Activity
Each line of the material should be set down exactly. Pictures are not part of the copy.

Given records
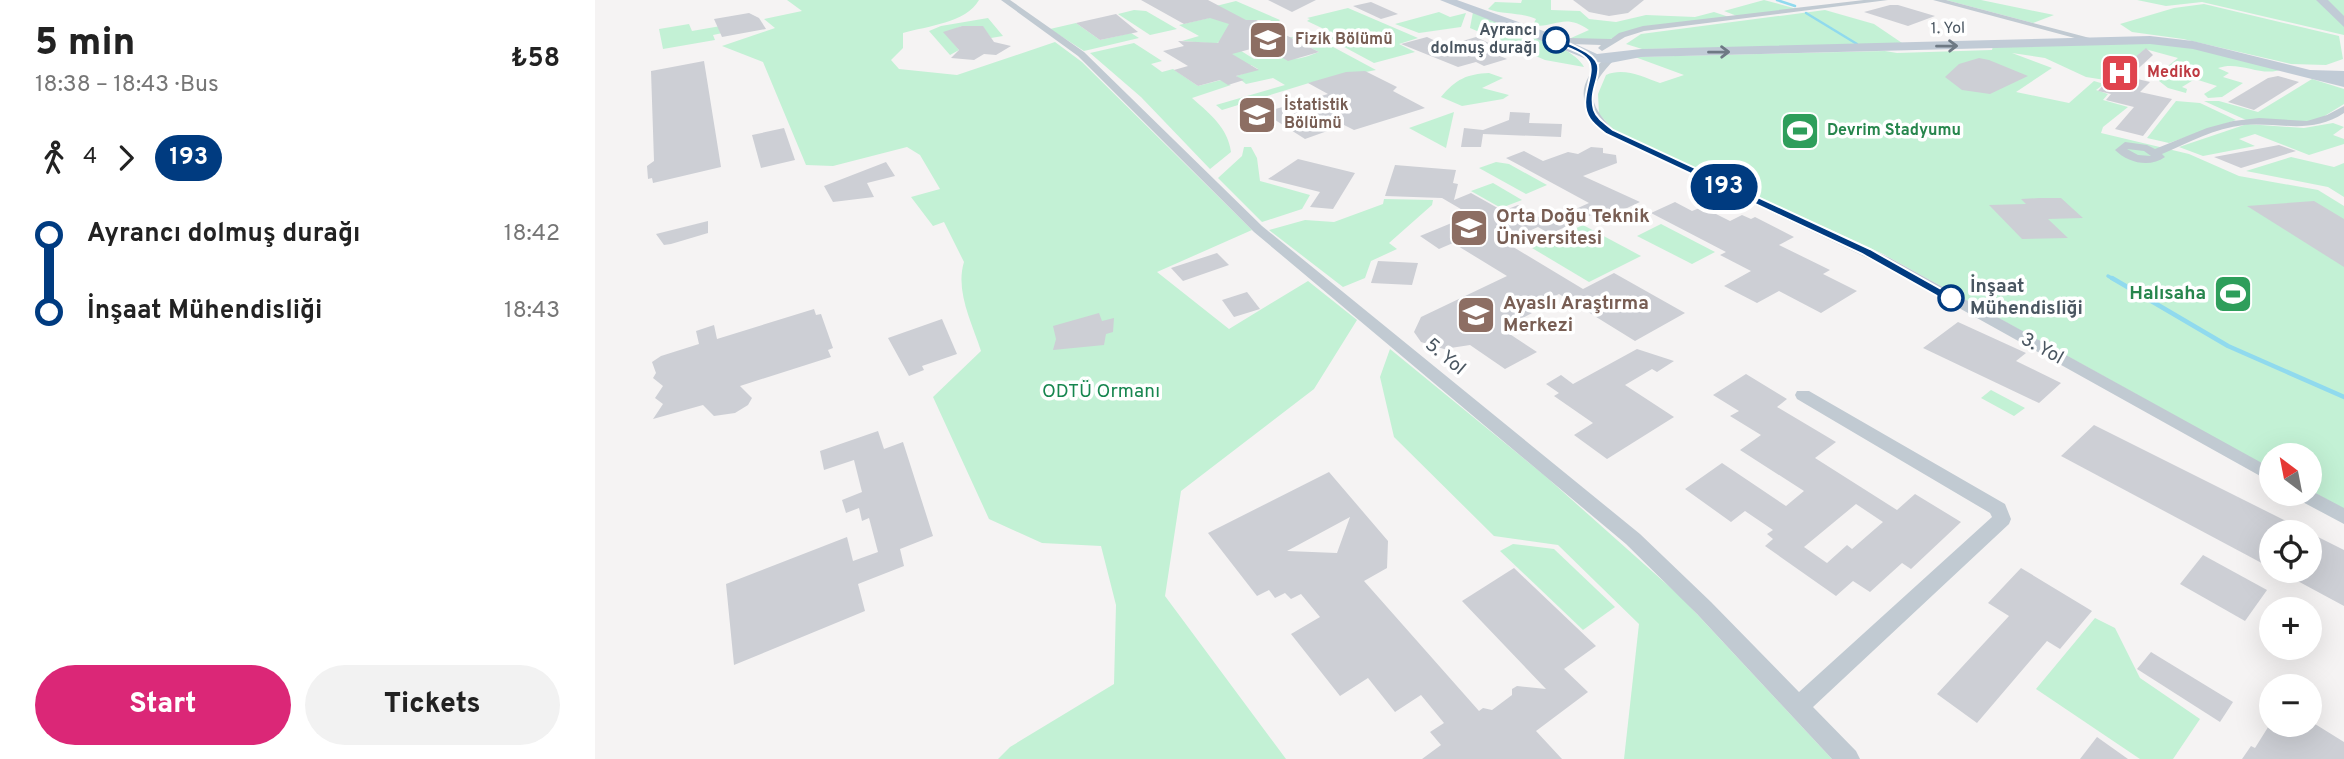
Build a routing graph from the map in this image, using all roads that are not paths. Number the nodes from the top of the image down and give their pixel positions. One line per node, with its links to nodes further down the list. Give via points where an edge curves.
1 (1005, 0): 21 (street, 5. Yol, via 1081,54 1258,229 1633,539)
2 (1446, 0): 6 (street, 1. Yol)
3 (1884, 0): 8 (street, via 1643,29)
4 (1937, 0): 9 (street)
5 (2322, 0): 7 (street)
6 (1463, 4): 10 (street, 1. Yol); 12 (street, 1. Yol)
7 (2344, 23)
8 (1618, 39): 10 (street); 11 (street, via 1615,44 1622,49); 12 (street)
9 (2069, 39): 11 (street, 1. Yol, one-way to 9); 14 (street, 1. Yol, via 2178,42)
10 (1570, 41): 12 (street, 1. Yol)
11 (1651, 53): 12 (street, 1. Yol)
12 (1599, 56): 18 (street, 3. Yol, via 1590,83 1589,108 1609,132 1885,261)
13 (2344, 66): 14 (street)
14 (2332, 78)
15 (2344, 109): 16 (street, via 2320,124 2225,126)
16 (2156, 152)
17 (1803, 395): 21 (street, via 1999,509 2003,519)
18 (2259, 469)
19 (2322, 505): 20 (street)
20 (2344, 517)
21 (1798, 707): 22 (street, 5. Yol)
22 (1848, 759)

Answer for this exercise
Build a routing graph from the map in this image, using all roads that are not paths. Number the nodes from the top of the image down and give their pixel positions. One line per node, with its links to nodes further down the list. Give via points where an edge curves.
1 (1005, 0): 21 (street, 5. Yol, via 1081,54 1258,229 1633,539)
2 (1446, 0): 6 (street, 1. Yol)
3 (1884, 0): 8 (street, via 1643,29)
4 (1937, 0): 9 (street)
5 (2322, 0): 7 (street)
6 (1463, 4): 10 (street, 1. Yol); 12 (street, 1. Yol)
7 (2344, 23)
8 (1618, 39): 10 (street); 11 (street, via 1615,44 1622,49); 12 (street)
9 (2069, 39): 11 (street, 1. Yol, one-way to 9); 14 (street, 1. Yol, via 2178,42)
10 (1570, 41): 12 (street, 1. Yol)
11 (1651, 53): 12 (street, 1. Yol)
12 (1599, 56): 18 (street, 3. Yol, via 1590,83 1589,108 1609,132 1885,261)
13 (2344, 66): 14 (street)
14 (2332, 78)
15 (2344, 109): 16 (street, via 2320,124 2225,126)
16 (2156, 152)
17 (1803, 395): 21 (street, via 1999,509 2003,519)
18 (2259, 469)
19 (2322, 505): 20 (street)
20 (2344, 517)
21 (1798, 707): 22 (street, 5. Yol)
22 (1848, 759)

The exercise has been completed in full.